Our proposed refinement also identified the need for a rating scale, but included a modified Delphi technique to reach consensus [23
]. We chose a 20-point numerical scale to approximate a continuous scale. This permitted easier, more accurate and more stable coding of the response using e-mail. A VAS with measurement is appropriate when standardized in pen and paper format rather than e-mail, which distorts the dimensions. We also used extreme anchor points, 1 to 20, to discourage rating the domains beyond the numbers provided. Moreover, Likert scales have increased reliability with up to 11 steps, 7 steps being the minimum. Therefore, the scale we used was most sensitive to capture inter-individual differences to better target our discussions. This may be one reason why the spider graphs do not reach the extremes, but it is also possible that the raters appreciated that elements existed in each dimension to prevent an extreme rating. Use of the iterative technique provided a sound basis for discussing the intricacies of the trial design and allowed individuals to provide viewpoints anonymously and then offer their opinions during face-to-face meetings.
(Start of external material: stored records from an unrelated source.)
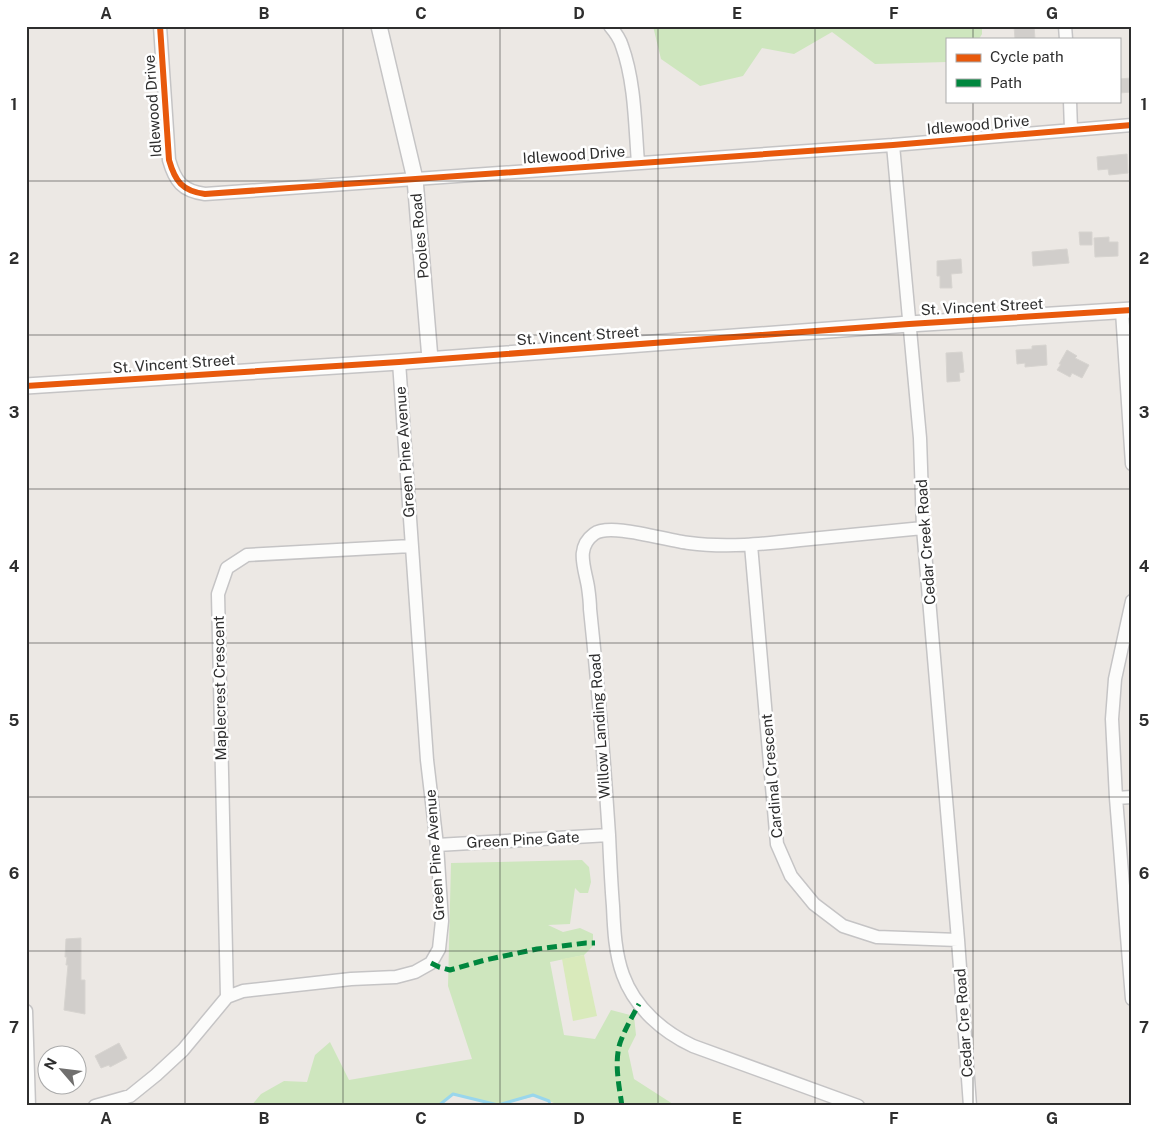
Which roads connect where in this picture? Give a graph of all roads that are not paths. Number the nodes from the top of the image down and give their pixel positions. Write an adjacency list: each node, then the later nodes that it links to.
1 (160, 26): 9 (street, Idlewood Drive)
2 (379, 26): 9 (street, Pooles Road)
3 (610, 26): 8 (street)
4 (1070, 102): 6 (street)
5 (1132, 125): 6 (street, Idlewood Drive)
6 (1071, 130): 7 (street, Idlewood Drive)
7 (893, 145): 8 (street, Idlewood Drive); 11 (street, Cedar Creek Road)
8 (638, 163): 9 (street, Idlewood Drive)
9 (415, 179): 12 (street, Pooles Road)
10 (1127, 311): 11 (street, St. Vincent Street); 15 (street)
11 (909, 324): 12 (street, St. Vincent Street); 16 (street, Cedar Creek Road)
12 (430, 359): 13 (street, St. Vincent Street)
13 (398, 362): 14 (street, St. Vincent Street); 18 (street, Green Pine Avenue)
14 (26, 386)
15 (1132, 464)
16 (923, 528): 17 (street, Willow Landing Road); 24 (street, Cedar Creek Road)
17 (751, 545): 22 (street, Willow Landing Road); 24 (street, Cardinal Crescent)
18 (411, 546): 23 (street, Green Pine Avenue); 25 (street, Maplecrest Crescent)
19 (1132, 601): 21 (street)
20 (1132, 797): 21 (street)
21 (1116, 798): 26 (street)
22 (609, 835): 23 (street, Green Pine Gate); 30 (street, Willow Landing Road)
23 (437, 845): 25 (street, Green Pine Avenue)
24 (958, 940): 31 (street, Cedar Cre Road)
25 (227, 997): 29 (street)
26 (1132, 999)
27 (26, 1011): 28 (street)
28 (29, 1106)
29 (95, 1106)
30 (858, 1106)
31 (970, 1106)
Taken together, these examples demonstrate that depending on the purpose of the application of the PRECIS tool (study evaluation versus study design), different scales and methods may need to be used to rate studies. However, our method may be particularly helpful to trialists to ensure common understanding of a study design when working in teams with disparate expertise. Therefore, other investigative teams may find these approaches helpful.
The multidimensional PRECIS tool can be implemented easily by investigators and represents a major advance in the design and evaluation of clinical trials that inform practice, as demonstrated by our own experience and that of others. All clinical trialists need to make compromises in their design due to a variety of practical factors that affect the conduct of a large study. Collaborative research by a team requires consensus on study design to ensure the methods are appropriate to answer the study question. Methods to evaluate study design and reach consensus are needed to ensure that disparate views and perspectives can be reconciled so that the best possible course of action is adopted.
Although most agree that the 10 dimensions are necessary to understand the explanatory–pragmatic continuum, numerical scales run the risk of dichotomously classifying the study and we did not provide a composite score for the study. This required a qualitative approach. Therefore, a more structured process using the Delphi technique that we employed, or a similar nominal group technique used by Riddle et al. [17
], allowed a more democratic process of consensus among the investigators, who hailed from different disciplines and institutions. This process may be helpful to investigators during the design stage of a multicentre collaborative study to resolve disagreements and assist in reaching a common understanding of the design of the study.